Exercise aim
The reply should contain the full listing exactly as written and no pictures at all.
★ ★ ★ ★ ★
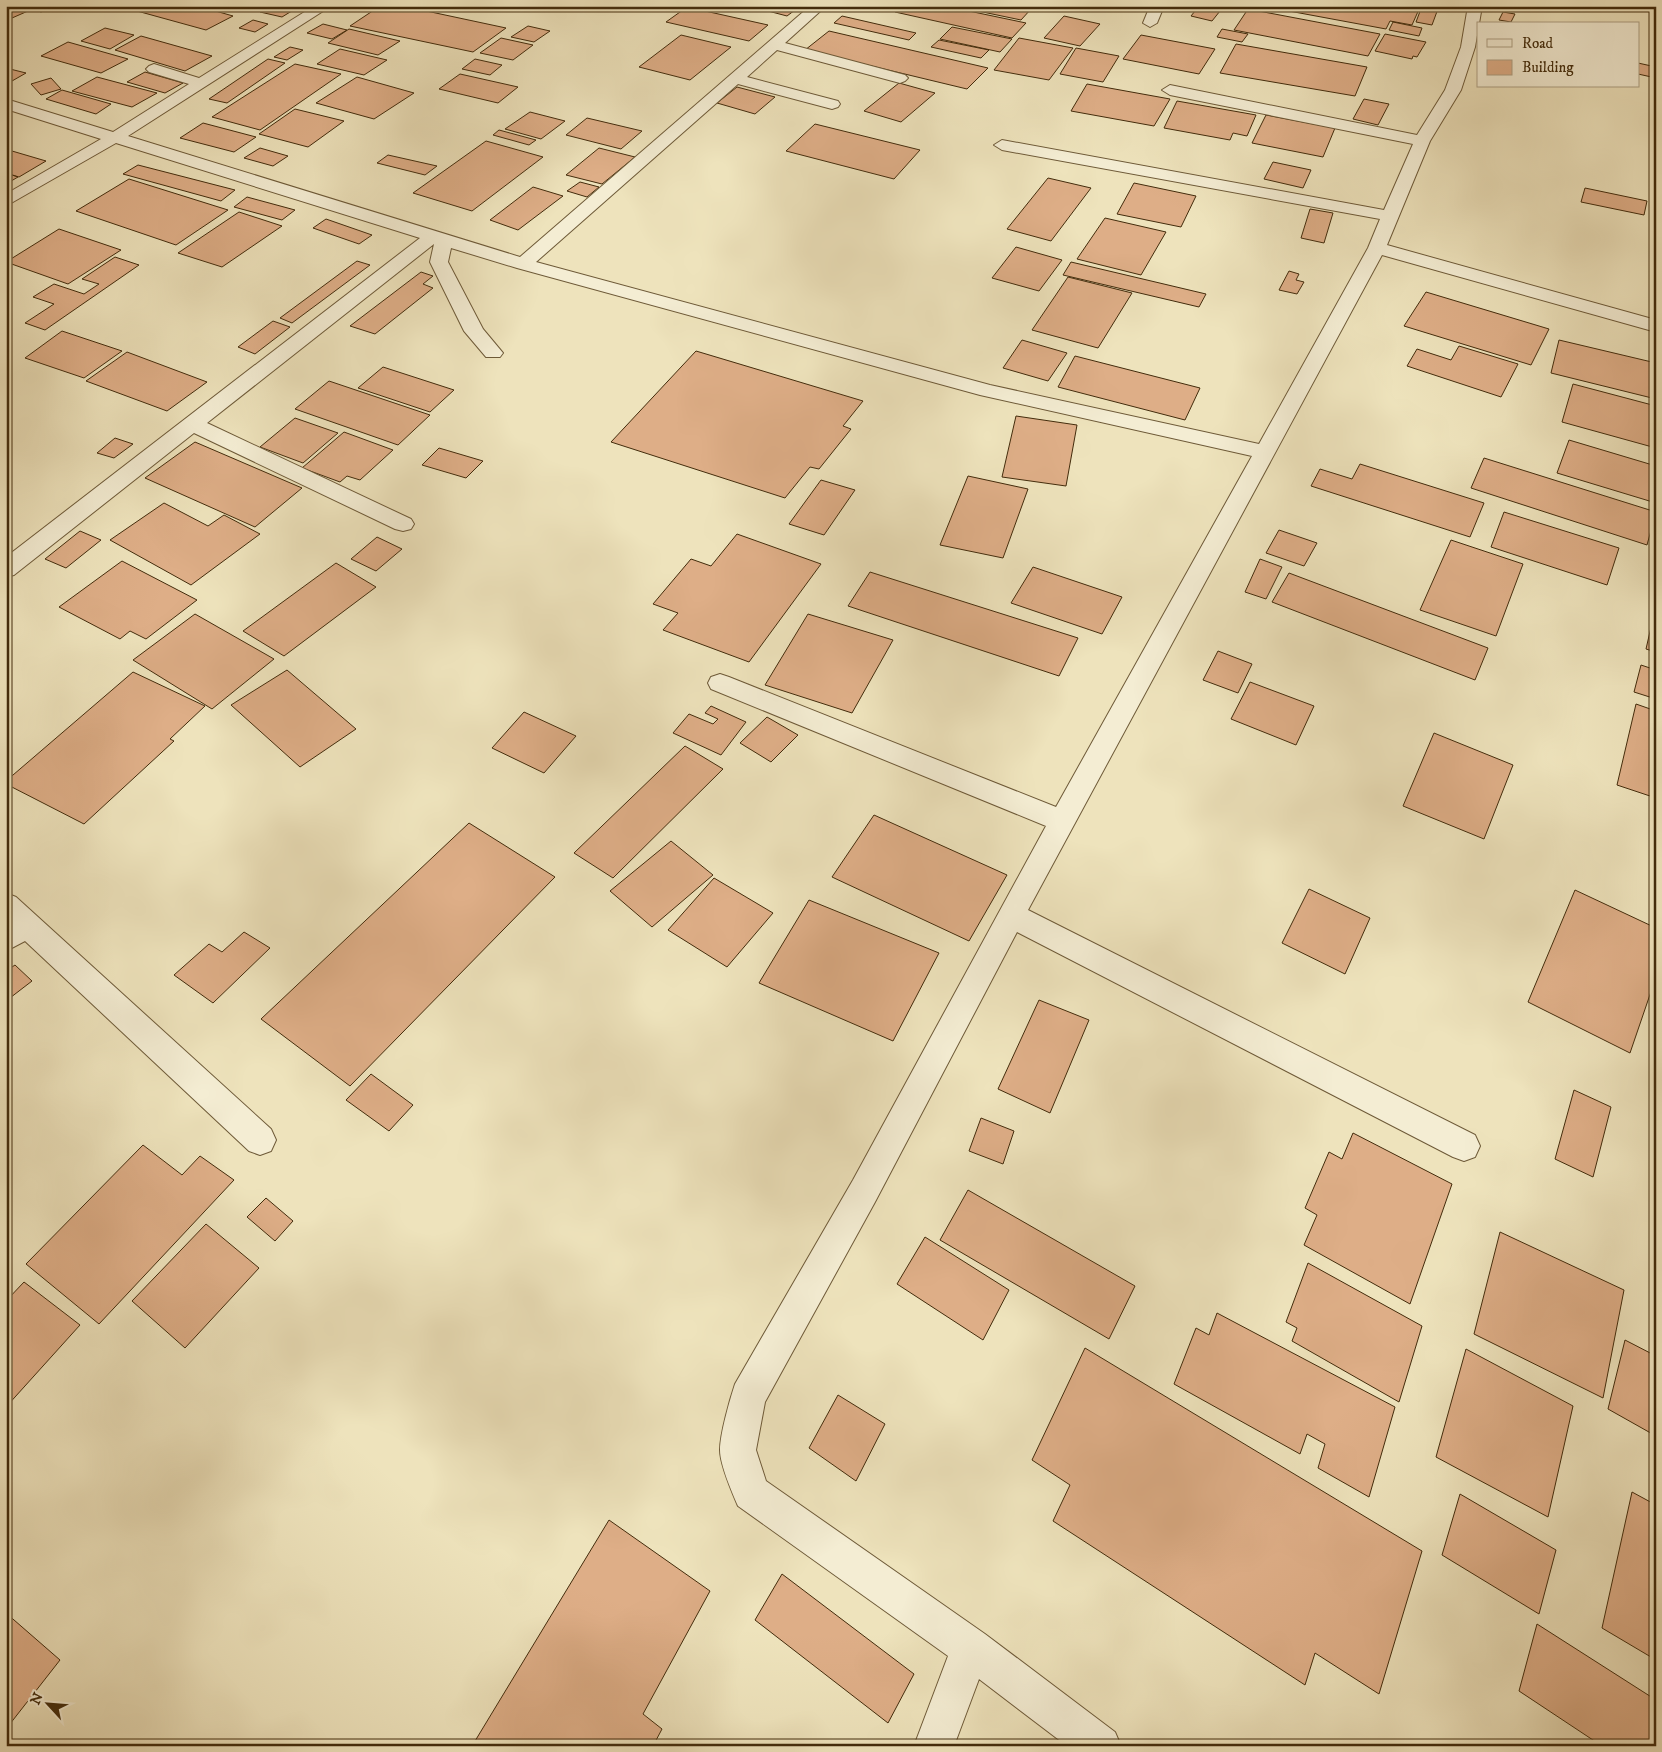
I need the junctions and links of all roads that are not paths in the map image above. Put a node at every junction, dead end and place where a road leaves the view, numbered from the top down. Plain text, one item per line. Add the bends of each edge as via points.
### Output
1 (324, 6) edge
2 (819, 6) edge
3 (1157, 6) edge
4 (1475, 6) edge
5 (1150, 23) dead end
6 (774, 45) junction
7 (154, 69) dead end
8 (900, 78) dead end
9 (736, 79) junction
10 (201, 83) junction
11 (1170, 90) dead end
12 (6, 104) edge
13 (832, 104) dead end
14 (114, 138) junction
15 (1422, 141) junction
16 (1002, 145) dead end
17 (6, 201) edge
18 (1391, 216) junction
19 (438, 238) junction
20 (1377, 248) junction
21 (523, 264) junction
22 (1656, 326) edge
23 (493, 353) dead end
24 (192, 424) junction
25 (1264, 452) junction
26 (403, 524) dead end
27 (6, 569) edge
28 (720, 683) dead end
29 (1062, 821) junction
30 (1011, 915) junction
31 (13, 922) edge
32 (260, 1140) dead end
33 (1464, 1146) dead end
34 (971, 1648) junction
35 (934, 1746) edge
36 (1101, 1746) edge

1 - 10 street
2 - 6 street
3 - 5 street
4 - 15 street via 1468,47 1453,90
6 - 8 street
6 - 9 street
7 - 10 street
9 - 13 street
9 - 21 street
10 - 14 street
11 - 15 street
12 - 14 street
14 - 17 street
14 - 19 street
15 - 18 street
16 - 18 street
18 - 20 street
19 - 21 street
19 - 23 street via 439,262 474,331
19 - 24 street
20 - 22 street
20 - 25 street
21 - 25 street via 987,392
24 - 26 street
24 - 27 street
25 - 29 street
28 - 29 street
29 - 30 street
30 - 33 street
30 - 34 street via 864,1191 748,1397 738,1450 751,1492
31 - 32 street
34 - 35 street
34 - 36 street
★ ★ ★ ★ ★
Answer to the exercise
I need the junctions and links of all roads that are not paths in the map image above. Put a node at every junction, dead end and place where a road leaves the view, numbered from the top down. Plain text, one item per line. Add the bends of each edge as via points.
### Output
1 (324, 6) edge
2 (819, 6) edge
3 (1157, 6) edge
4 (1475, 6) edge
5 (1150, 23) dead end
6 (774, 45) junction
7 (154, 69) dead end
8 (900, 78) dead end
9 (736, 79) junction
10 (201, 83) junction
11 (1170, 90) dead end
12 (6, 104) edge
13 (832, 104) dead end
14 (114, 138) junction
15 (1422, 141) junction
16 (1002, 145) dead end
17 (6, 201) edge
18 (1391, 216) junction
19 (438, 238) junction
20 (1377, 248) junction
21 (523, 264) junction
22 (1656, 326) edge
23 (493, 353) dead end
24 (192, 424) junction
25 (1264, 452) junction
26 (403, 524) dead end
27 (6, 569) edge
28 (720, 683) dead end
29 (1062, 821) junction
30 (1011, 915) junction
31 (13, 922) edge
32 (260, 1140) dead end
33 (1464, 1146) dead end
34 (971, 1648) junction
35 (934, 1746) edge
36 (1101, 1746) edge

1 - 10 street
2 - 6 street
3 - 5 street
4 - 15 street via 1468,47 1453,90
6 - 8 street
6 - 9 street
7 - 10 street
9 - 13 street
9 - 21 street
10 - 14 street
11 - 15 street
12 - 14 street
14 - 17 street
14 - 19 street
15 - 18 street
16 - 18 street
18 - 20 street
19 - 21 street
19 - 23 street via 439,262 474,331
19 - 24 street
20 - 22 street
20 - 25 street
21 - 25 street via 987,392
24 - 26 street
24 - 27 street
25 - 29 street
28 - 29 street
29 - 30 street
30 - 33 street
30 - 34 street via 864,1191 748,1397 738,1450 751,1492
31 - 32 street
34 - 35 street
34 - 36 street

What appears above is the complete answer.